Records contained in a dataset:
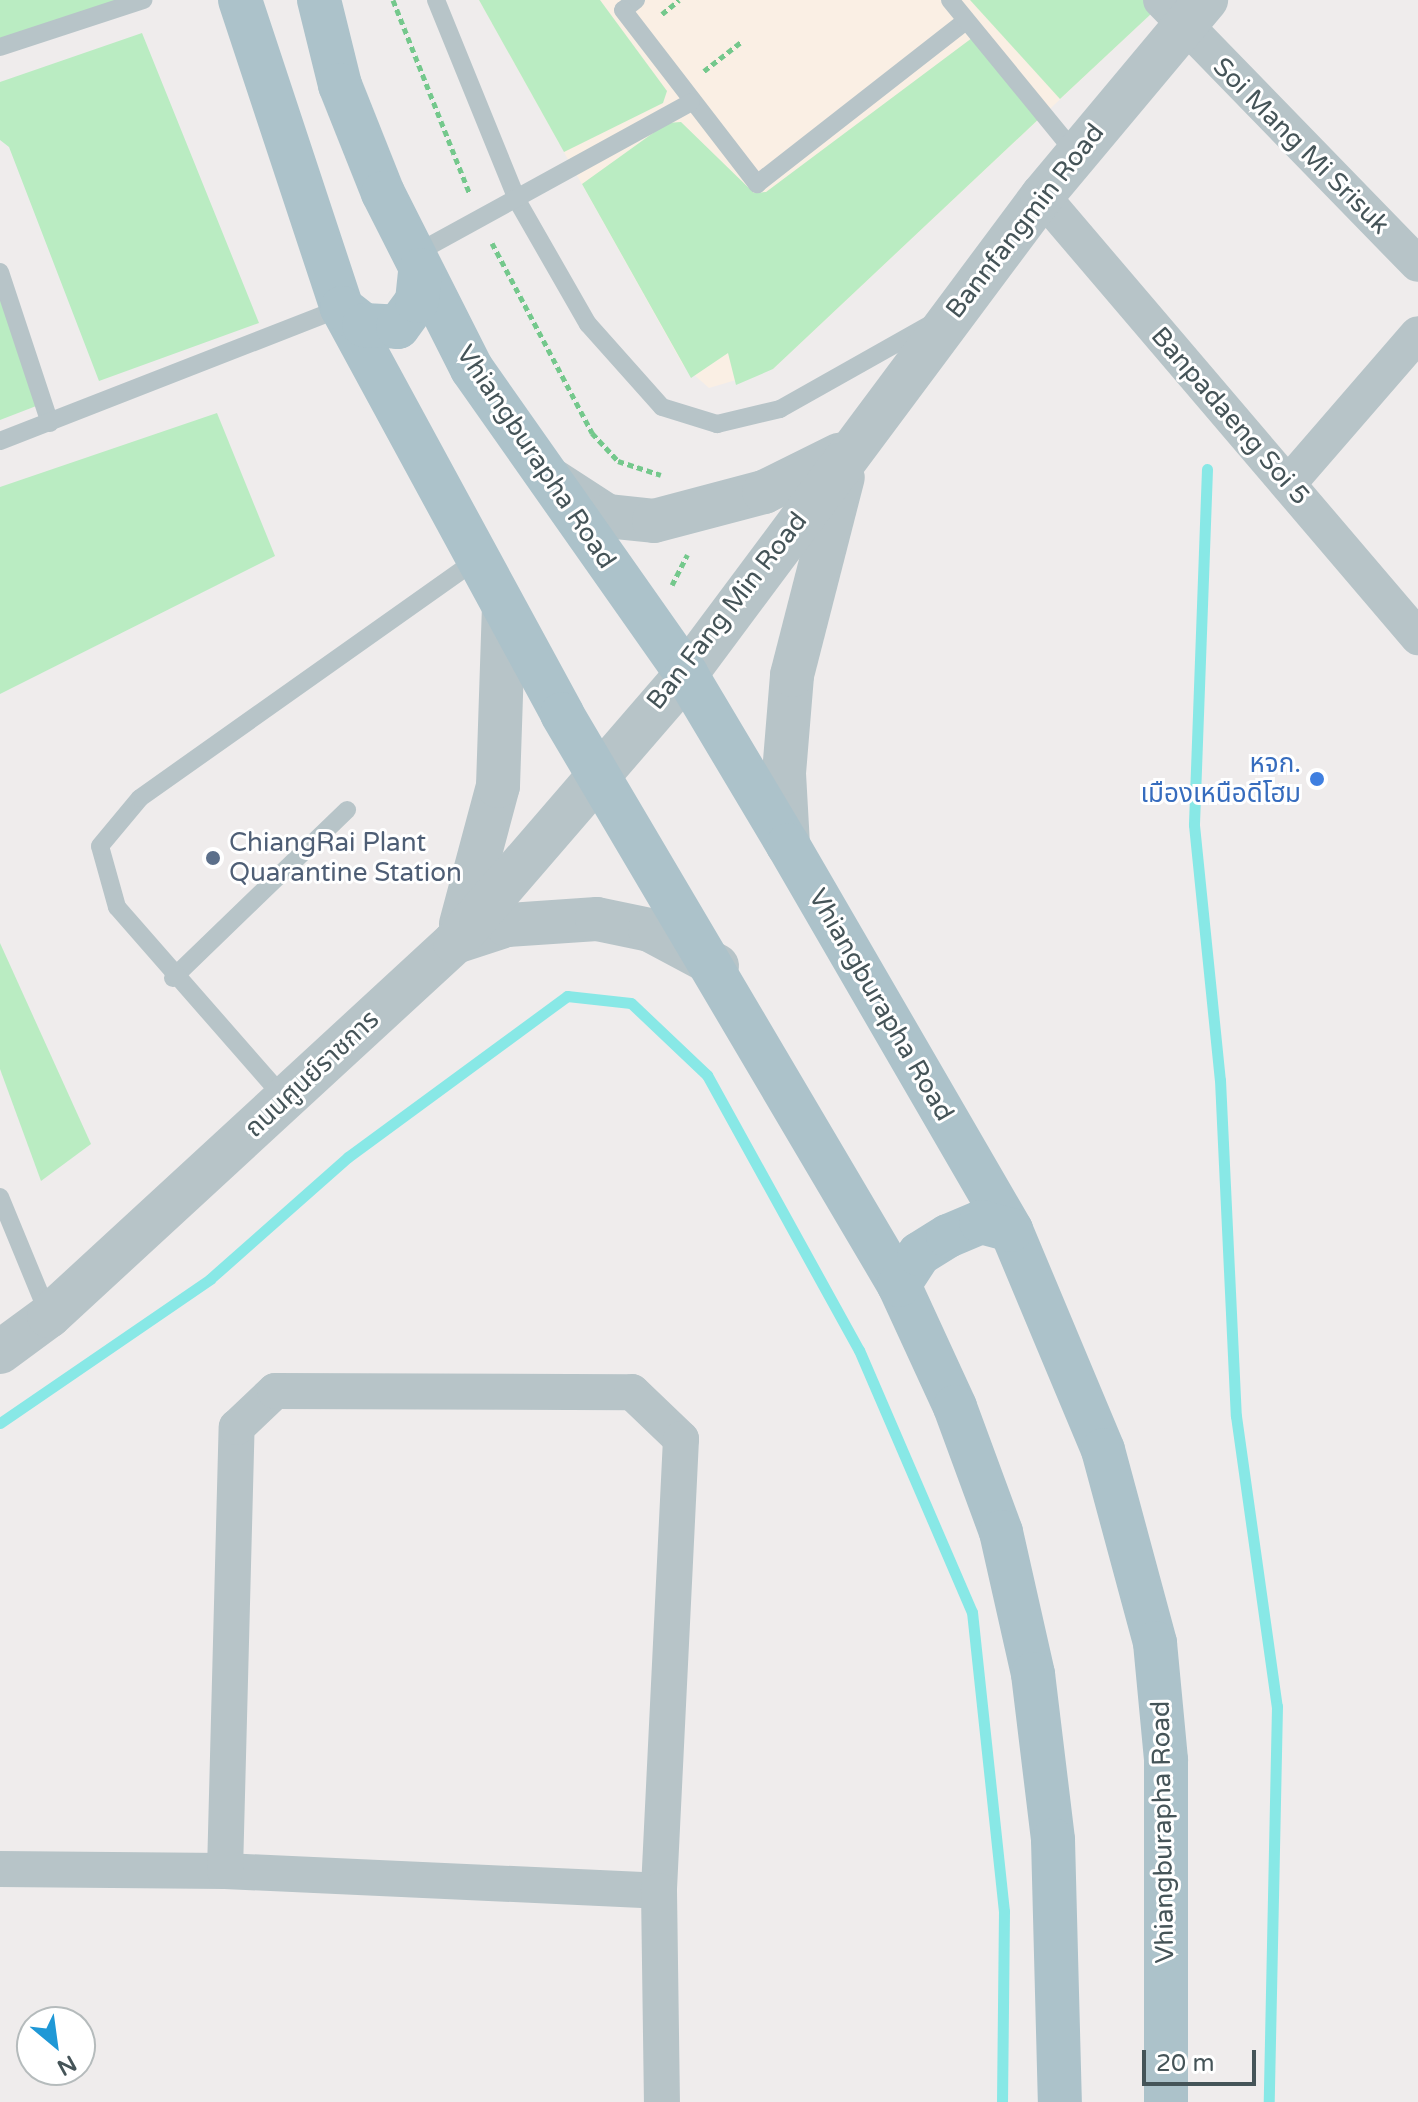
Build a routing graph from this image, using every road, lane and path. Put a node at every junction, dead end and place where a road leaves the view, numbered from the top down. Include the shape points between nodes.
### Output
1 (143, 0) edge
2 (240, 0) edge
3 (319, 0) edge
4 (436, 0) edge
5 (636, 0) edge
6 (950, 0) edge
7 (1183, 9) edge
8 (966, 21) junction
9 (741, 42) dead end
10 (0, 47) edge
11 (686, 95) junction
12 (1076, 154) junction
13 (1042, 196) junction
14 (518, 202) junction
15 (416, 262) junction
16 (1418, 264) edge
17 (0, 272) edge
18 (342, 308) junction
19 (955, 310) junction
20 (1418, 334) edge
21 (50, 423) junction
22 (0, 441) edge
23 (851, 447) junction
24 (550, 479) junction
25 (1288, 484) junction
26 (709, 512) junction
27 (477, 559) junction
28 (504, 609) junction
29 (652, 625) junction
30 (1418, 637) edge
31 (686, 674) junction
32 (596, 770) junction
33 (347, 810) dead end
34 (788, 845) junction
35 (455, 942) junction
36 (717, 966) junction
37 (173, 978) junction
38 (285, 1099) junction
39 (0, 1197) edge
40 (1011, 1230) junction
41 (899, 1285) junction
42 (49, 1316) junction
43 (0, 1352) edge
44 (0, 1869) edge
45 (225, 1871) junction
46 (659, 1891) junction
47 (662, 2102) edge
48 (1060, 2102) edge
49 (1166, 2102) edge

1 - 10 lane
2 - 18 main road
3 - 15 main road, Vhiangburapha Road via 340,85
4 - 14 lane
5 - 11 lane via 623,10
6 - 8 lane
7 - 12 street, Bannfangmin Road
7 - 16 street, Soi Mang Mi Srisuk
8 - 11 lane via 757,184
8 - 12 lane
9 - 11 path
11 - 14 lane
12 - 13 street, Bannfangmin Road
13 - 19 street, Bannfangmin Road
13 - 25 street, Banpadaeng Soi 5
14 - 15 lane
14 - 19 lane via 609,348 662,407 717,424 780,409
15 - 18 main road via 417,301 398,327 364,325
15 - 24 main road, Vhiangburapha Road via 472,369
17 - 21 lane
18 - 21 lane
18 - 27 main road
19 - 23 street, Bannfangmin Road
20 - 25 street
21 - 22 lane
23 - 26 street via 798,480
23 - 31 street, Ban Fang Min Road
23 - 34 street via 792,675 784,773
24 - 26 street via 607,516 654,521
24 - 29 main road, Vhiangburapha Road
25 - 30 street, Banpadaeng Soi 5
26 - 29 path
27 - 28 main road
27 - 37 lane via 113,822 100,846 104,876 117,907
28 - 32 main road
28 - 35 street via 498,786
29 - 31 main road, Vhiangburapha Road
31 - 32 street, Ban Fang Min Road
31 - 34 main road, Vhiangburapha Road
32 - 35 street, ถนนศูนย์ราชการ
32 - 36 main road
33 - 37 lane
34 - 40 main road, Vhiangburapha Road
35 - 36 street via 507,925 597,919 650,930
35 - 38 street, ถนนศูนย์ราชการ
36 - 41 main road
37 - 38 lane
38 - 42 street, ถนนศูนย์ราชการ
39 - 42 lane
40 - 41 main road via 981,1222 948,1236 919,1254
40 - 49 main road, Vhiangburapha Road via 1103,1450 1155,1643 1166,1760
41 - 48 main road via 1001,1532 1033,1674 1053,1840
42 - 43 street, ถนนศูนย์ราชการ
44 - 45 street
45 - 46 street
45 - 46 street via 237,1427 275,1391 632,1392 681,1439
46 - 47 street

Brief:
Across all the entries, count the lines that contain "Banpadaeng", and state nothing but the total.

Answer to this exercise:
2